Jose’s Blog


18 Years Working For Conan. Now What?

That’s a wrap! Last night Conan O’Brien taped his last TBS talk show in front of a rousing crowd at the Largo Theater in Los Angeles. It also marked the end of my time as a writer of late night comedy. 

Conan and his writers after his last TBS show, Largo Theater, Los Angeles (Photo: J. Groff)

Conan and his writers after his last TBS show, Largo Theater, Los Angeles (Photo: J. Groff)

I could have stayed on. Conan’s next show will be on HBO MAX, and I was invited to help shape it but I declined for two reasons:

1. - I’m an idiot! What was I thinking? I loved my time working with Conan. I loved the people I got to work with, and the chance he gave me to travel with him on his terrific CONAN WITHOUT BORDERS specials. Why would I say “No thanks” and leave his team to go in a different direction?

2. - It’s time to pivot to story-based comedy writing.

Staff writers on late night shows make the humor equivalent of donuts: what we put out is best consumed the day it’s made. In 18 years I’ve written and produced thousands of comedy donuts: monologue jokes, desk pieces, sketches, parody ads, songs—even stop-motion animated peanut re-enactments. I looked for laughs in news stories that floated across our national consciousness for a few days, only to pop like soap bubbles and disappear for good.

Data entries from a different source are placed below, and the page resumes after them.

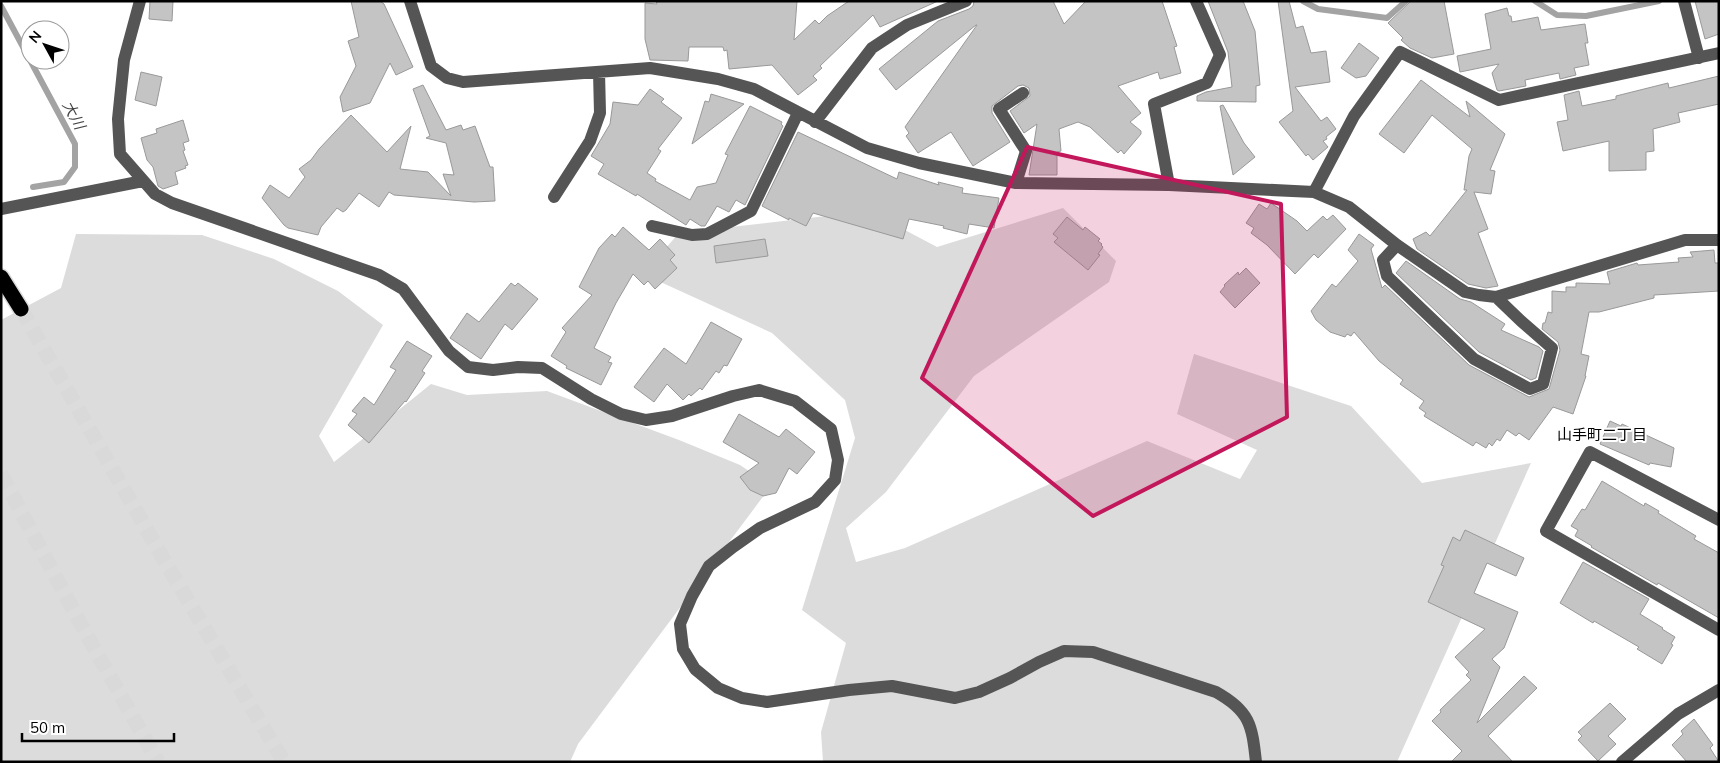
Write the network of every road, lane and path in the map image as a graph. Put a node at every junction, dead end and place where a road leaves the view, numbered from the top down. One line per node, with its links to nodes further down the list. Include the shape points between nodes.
1 (140, 1): 12 (street, via 124,60 118,119 120,154)
2 (410, 1): 8 (street, via 431,66 447,78 463,82)
3 (966, 1): 11 (street, via 907,25 872,48)
4 (1196, 1): 14 (street, via 1220,55 1207,83 1154,104)
5 (1684, 1): 7 (street)
6 (1719, 53): 7 (street)
7 (1698, 58): 15 (street, via 1499,100 1400,52 1354,116)
8 (599, 72): 10 (street, via 650,68 718,79 754,89); 16 (street, via 600,113 590,141)
9 (1023, 93): 13 (street, via 999,109 1026,152)
10 (798, 113): 11 (street); 18 (street, via 751,211 707,234 692,235)
11 (815, 122): 13 (street, via 867,148)
12 (143, 181): 17 (street); 27 (street, via 155,194 172,202 379,276 403,289 449,351 468,367 493,370 542,368 606,407 646,420 672,416 759,390 795,401 831,429 838,460 835,480 815,502 760,528 733,546 709,566 692,596 680,624 683,649 695,669 718,688 742,698 767,702 892,686 955,698 979,692 1064,651 1093,652 1216,692 1232,701 1244,714 1253,739)
13 (1016, 184): 14 (street)
14 (1168, 185): 15 (street)
15 (1314, 192): 20 (street, via 1349,207)
16 (554, 197)
17 (1, 209)
18 (652, 226)
19 (1719, 240): 22 (street, via 1686,240)
20 (1397, 245): 22 (street, via 1465,292); 22 (street, via 1383,260 1387,276 1467,353 1530,389 1543,384 1552,348)
21 (1, 277): 23 (highway)
22 (1496, 297)
23 (20, 310)
24 (1719, 520): 25 (street, via 1590,452 1546,531)
25 (1719, 630)
26 (1719, 690): 28 (street, via 1678,714)
27 (1256, 762)
28 (1622, 762)

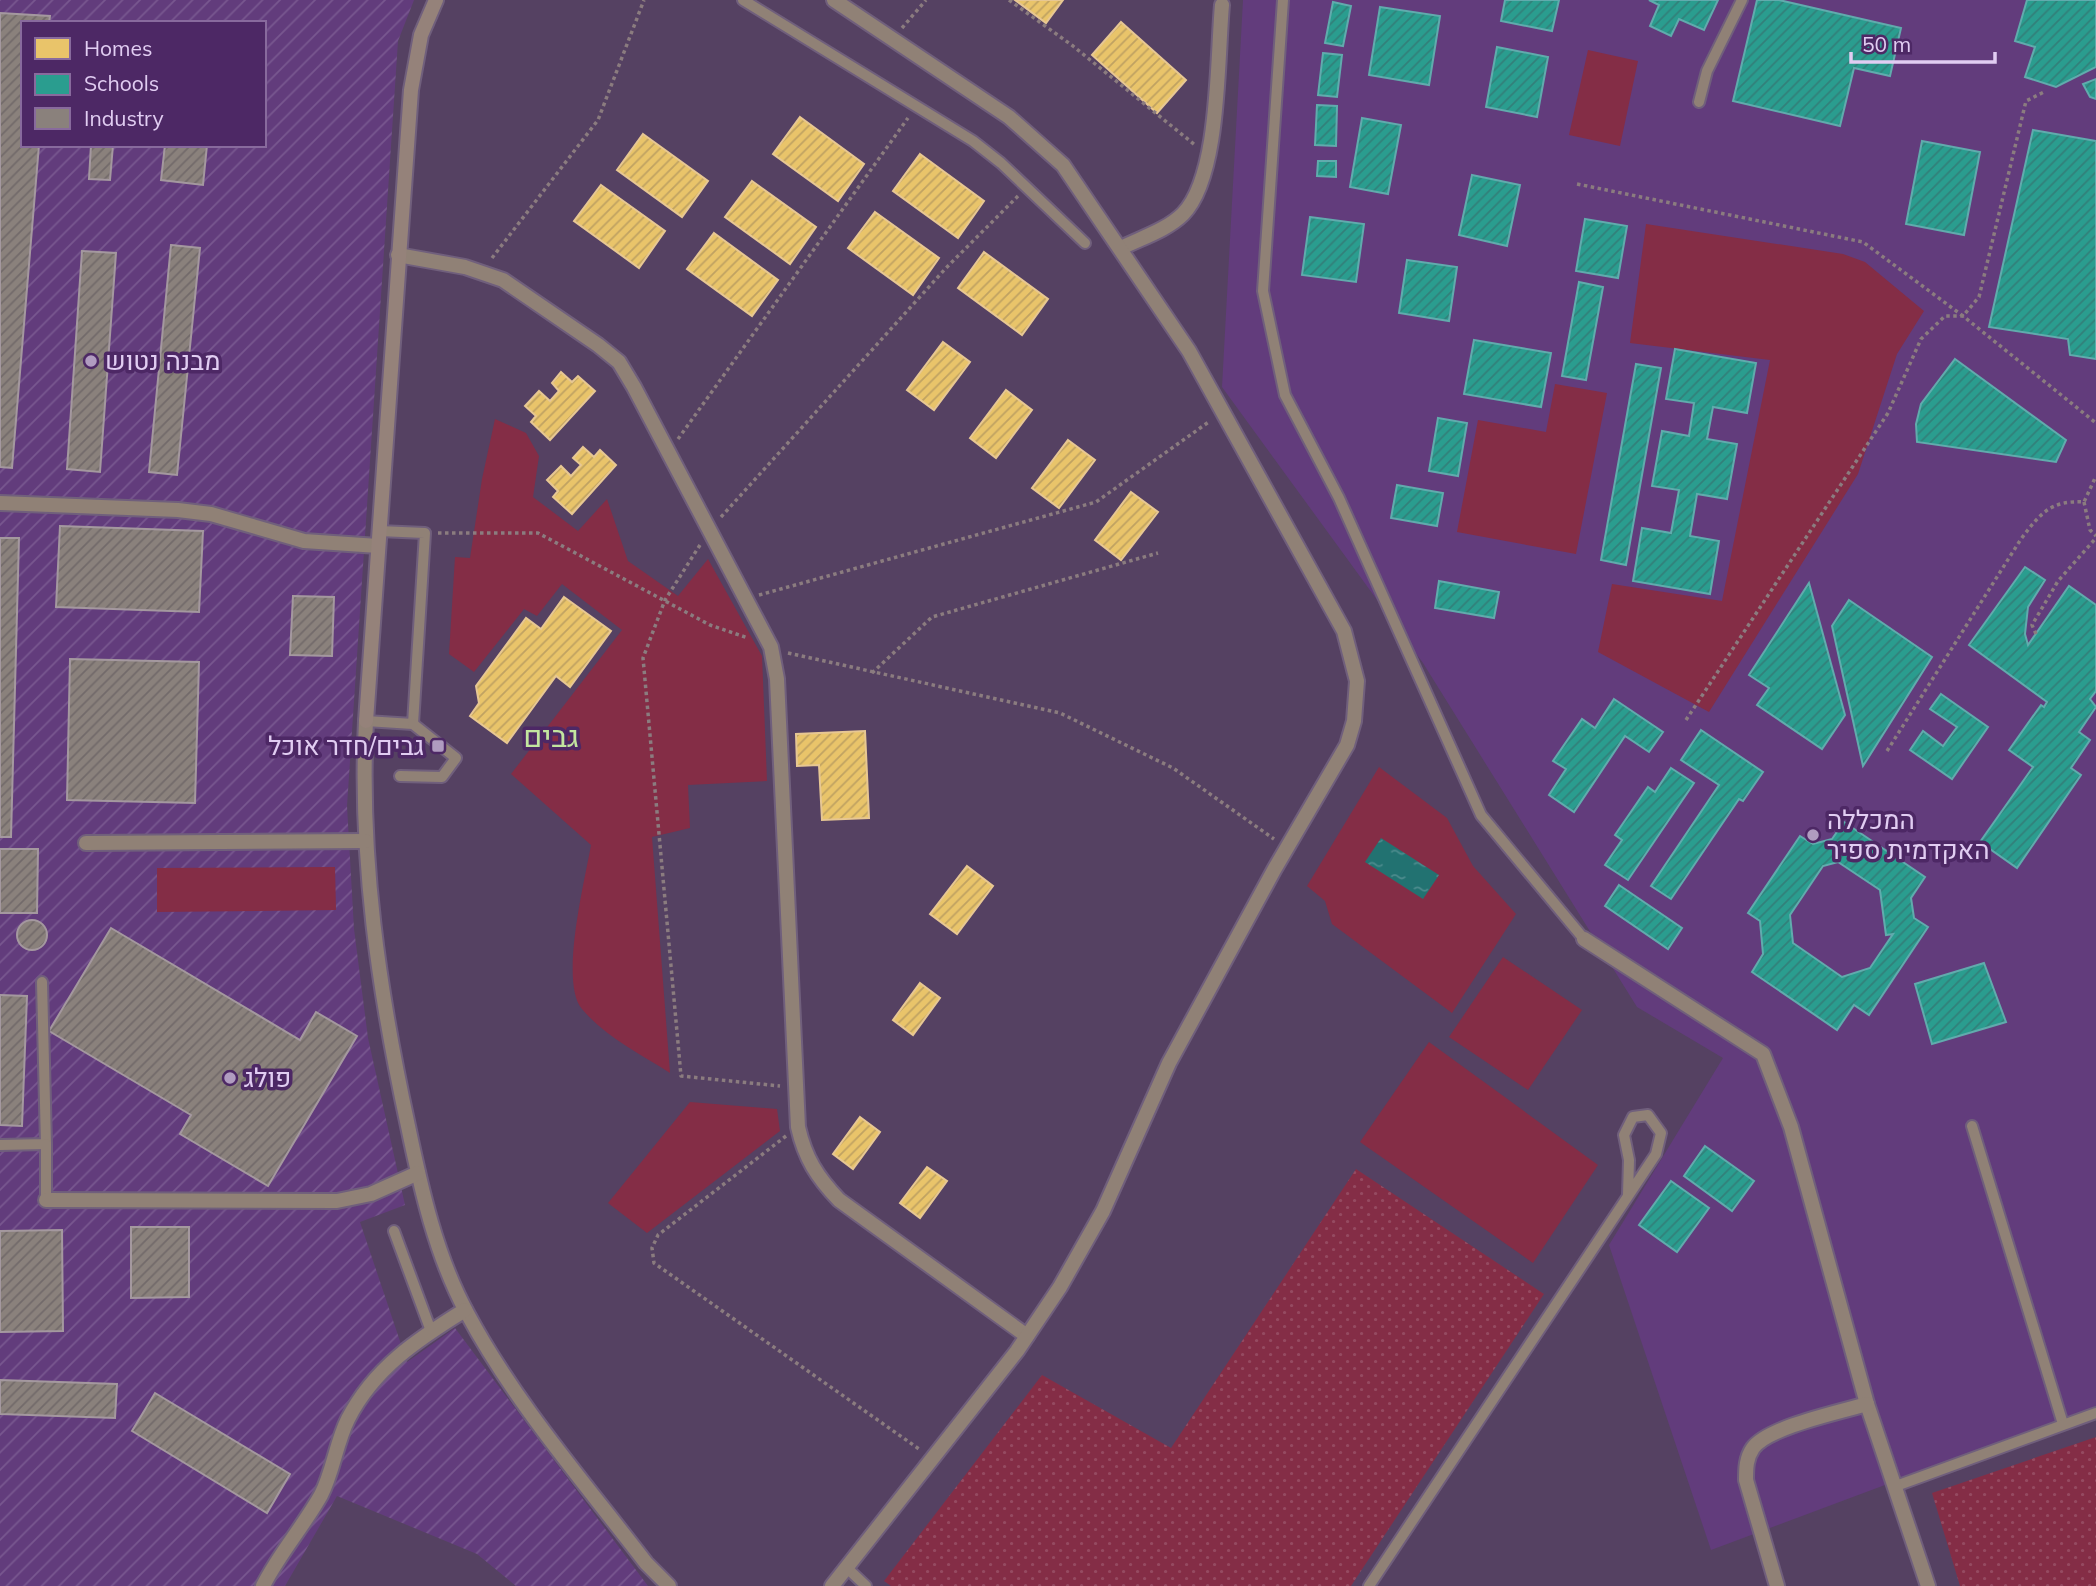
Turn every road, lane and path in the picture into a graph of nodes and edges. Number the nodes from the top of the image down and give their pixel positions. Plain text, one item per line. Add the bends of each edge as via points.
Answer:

Remember Planking? Balloon Boy? Gold or Blue Dress? Man Buns? Late night material is fleeting by design. I even wrote a meta sketch about it called “Memba This?” where Andy Richter entertains the crowd simply by projecting images of Grumpy Cat or Pharrell’s tall hat and saying, “Memba This?” (In the sketch, when Conan tries to do the same thing, Conan’s  nostalgic images are awful. Andy saves the moment by saying “Memba This?” and showing pictures of Conan’s extreme discomfort only minutes before.)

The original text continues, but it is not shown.